La asistencia sanitaria en Euskadi a los ‘sin papeles’ divide a los magistrados del TC

La asistencia sanitaria en Euskadi a los ‘sin papeles’ divide a los magistrados del TC

Cinco de los 12 miembros del Alto Tribunal se muestran contrarios a anular el decreto vasco que garantiza la atención universal

DV

La asistencia sanitaria a los emigrantes sin papeles divide al Tribunal Constitucional, conformado por doce magistrados. Cinco de ellos se han mostrado contrarios a la decisión de la mayoría de anular una norma vasca que garantiza el acceso universal a la sanidad, una vez que se certifiquen tres meses de empadronamiento en Euskadi.

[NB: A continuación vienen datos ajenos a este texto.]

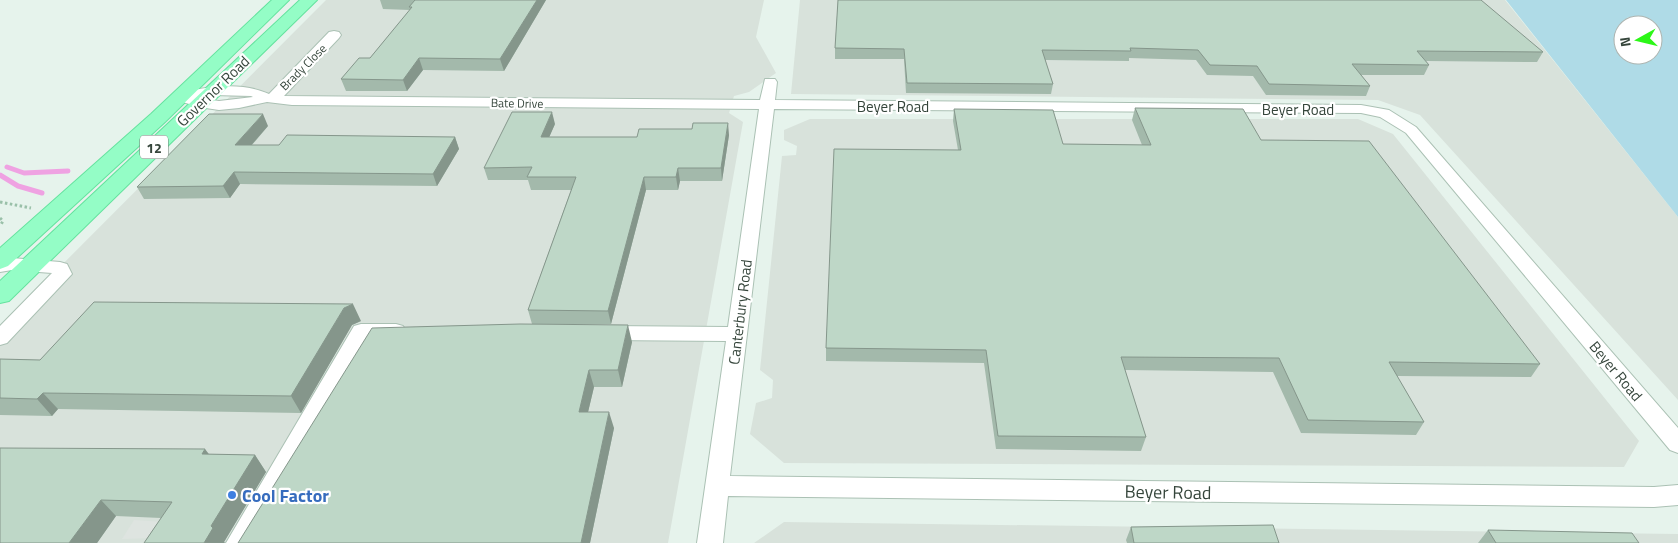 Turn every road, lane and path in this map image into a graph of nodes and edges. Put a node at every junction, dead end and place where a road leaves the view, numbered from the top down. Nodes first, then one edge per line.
1 (281, 0) edge
2 (309, 0) edge
3 (334, 35) dead end
4 (770, 82) dead end
5 (181, 96) junction
6 (206, 98) junction
7 (270, 99) junction
8 (768, 106) junction
9 (0, 202) edge
10 (56, 210) junction
11 (0, 218) edge
12 (0, 226) edge
13 (0, 261) edge
14 (31, 265) junction
15 (0, 266) edge
16 (0, 295) edge
17 (420, 331) edge
18 (589, 332) edge
19 (737, 334) junction
20 (0, 338) edge
21 (1678, 444) edge
22 (718, 486) junction
23 (1678, 495) edge
24 (239, 543) edge
25 (710, 543) edge

1 - 5 main road, Governor Road / 12
2 - 6 main road, Governor Road / 12
3 - 7 street, Brady Close
4 - 8 street, Canterbury Road
5 - 6 street, Bate Drive
5 - 10 main road, Governor Road / 12
6 - 7 street, Bate Drive
6 - 14 main road, Governor Road / 12
7 - 8 street, Bate Drive
8 - 19 street, Canterbury Road
8 - 21 street, Beyer Road
9 - 10 path
10 - 13 main road, Governor Road / 12
11 - 12 path
14 - 15 street
14 - 16 main road, Governor Road / 12
14 - 20 street
17 - 24 street
18 - 19 street
19 - 22 street, Canterbury Road
22 - 23 street, Beyer Road
22 - 25 street, Canterbury Road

En 2012, este decreto fue aprobado por el Ejecutivo vasco, liderado por el socialista Patxi López, para contrarrestar el firmado por la entonces ministra Ana Mato que se conoce como ‘el nuevo copago farmaceútico’. Esta norma limitaba la atención a los inmigrantes en situación irregular a tres casos: embarazadas, menores o cuidados en urgencias. Frente a esta decisión, la Comunidad Autónoma Vasca ha apostado siempre por facilitar a los ‘sin papeles’ la tarjeta individual sanitaria que abre la puerta a todas las prestaciones.

El Gobierno Rajoy recurrió ante el Constitucional el decreto vasco, también defendido por el Gabinete Urkullu. La sentencia definitiva ahora emitida avala la exclusión de los emigrantes recién llegados del sistema sanitario español. Pero este fallo no es unánime. Se ha tomado con siete votos a favor y cinco en contra, según informa ‘Europa Press’.

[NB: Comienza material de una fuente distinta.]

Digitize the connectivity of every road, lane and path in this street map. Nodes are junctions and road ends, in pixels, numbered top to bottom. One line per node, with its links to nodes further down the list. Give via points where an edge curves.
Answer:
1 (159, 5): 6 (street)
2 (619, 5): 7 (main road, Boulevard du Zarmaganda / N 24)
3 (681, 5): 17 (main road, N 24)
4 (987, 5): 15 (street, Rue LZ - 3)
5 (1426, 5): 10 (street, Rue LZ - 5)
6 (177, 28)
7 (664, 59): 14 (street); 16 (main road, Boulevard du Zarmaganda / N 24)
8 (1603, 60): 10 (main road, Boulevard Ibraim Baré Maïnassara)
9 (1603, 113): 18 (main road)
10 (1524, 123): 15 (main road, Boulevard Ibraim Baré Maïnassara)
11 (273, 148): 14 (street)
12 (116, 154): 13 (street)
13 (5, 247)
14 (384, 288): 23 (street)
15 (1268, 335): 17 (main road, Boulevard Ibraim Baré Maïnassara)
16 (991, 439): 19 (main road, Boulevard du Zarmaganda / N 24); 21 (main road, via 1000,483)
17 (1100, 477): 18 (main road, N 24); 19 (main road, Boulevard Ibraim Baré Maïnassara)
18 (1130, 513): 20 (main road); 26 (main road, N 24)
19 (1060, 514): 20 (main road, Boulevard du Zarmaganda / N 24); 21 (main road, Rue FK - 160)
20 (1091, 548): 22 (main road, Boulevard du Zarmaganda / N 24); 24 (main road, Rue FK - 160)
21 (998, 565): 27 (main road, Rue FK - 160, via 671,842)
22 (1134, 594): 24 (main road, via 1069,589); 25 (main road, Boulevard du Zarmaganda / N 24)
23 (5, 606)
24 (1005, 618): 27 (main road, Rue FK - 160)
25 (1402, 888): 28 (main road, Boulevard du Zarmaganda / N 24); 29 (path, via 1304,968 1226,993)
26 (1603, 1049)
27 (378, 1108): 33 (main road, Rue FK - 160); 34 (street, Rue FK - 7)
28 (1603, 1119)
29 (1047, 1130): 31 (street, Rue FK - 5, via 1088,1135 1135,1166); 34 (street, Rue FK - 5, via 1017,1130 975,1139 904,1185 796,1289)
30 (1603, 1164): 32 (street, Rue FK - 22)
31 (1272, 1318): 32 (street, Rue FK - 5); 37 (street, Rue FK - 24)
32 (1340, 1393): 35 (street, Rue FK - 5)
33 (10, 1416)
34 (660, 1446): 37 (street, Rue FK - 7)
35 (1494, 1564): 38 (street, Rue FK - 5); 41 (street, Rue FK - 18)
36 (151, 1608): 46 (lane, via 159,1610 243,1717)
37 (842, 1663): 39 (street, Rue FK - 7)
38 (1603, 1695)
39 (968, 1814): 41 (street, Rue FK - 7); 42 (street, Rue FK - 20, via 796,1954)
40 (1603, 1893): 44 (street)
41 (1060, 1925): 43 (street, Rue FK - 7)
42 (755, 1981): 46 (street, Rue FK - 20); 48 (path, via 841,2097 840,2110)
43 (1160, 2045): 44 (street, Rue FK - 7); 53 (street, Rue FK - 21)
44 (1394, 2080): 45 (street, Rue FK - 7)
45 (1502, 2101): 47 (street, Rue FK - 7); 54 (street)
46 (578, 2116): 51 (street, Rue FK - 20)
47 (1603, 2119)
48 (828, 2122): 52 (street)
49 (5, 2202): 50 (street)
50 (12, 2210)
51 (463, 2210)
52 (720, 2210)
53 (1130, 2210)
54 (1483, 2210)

Por un lado, el magistrado Antonio Narváez Rodríguez ha emitido un voto discrepante. Sostiene que «la Comunidad Autónoma del País Vasco tiene capacidad de ampliar el ámbito de las prestaciones sanitarias». Por otro, Juan Antonio Xiol Ríos, Fernando Valdés Dal-Ré, Cándido Conde-Pumpido y María Luisa Balaguer Callejón han redactado de forma conjunta su posición contraria al conflicto de competencias planteado por el Ejecutivo central.

Estos cuatro jueces señalan que como «el Sistema Nacional de Salud ha dejado sin cobertura a determinados colectivos, el mínimo estatal, antes universal, resulta ahora susceptible de mejora por las comunidades autónomas». Además, afirman que con la anulación de la norma vasca (la de Navarra también ha sido derogada) «se socava una consolidada doctrina constitucional sobre las competencias normativas compartidas en un Estado de estructura plural».

A su juicio, «la norma vasca objeto de esta controversia constituye un ejercicio plenamente legítimo de la competencia atribuida a la Comunidad Autónoma del País Vasco por el art. 18.1 del Estatuto de Autonomía, que permite a Euskadi tanto ampliar el ámbito subjetivo de la cobertura sanitaria en el ámbito del SNS como mejorar las condiciones de cofinanciación o copago de la prestación farmacéutica ambulatoria.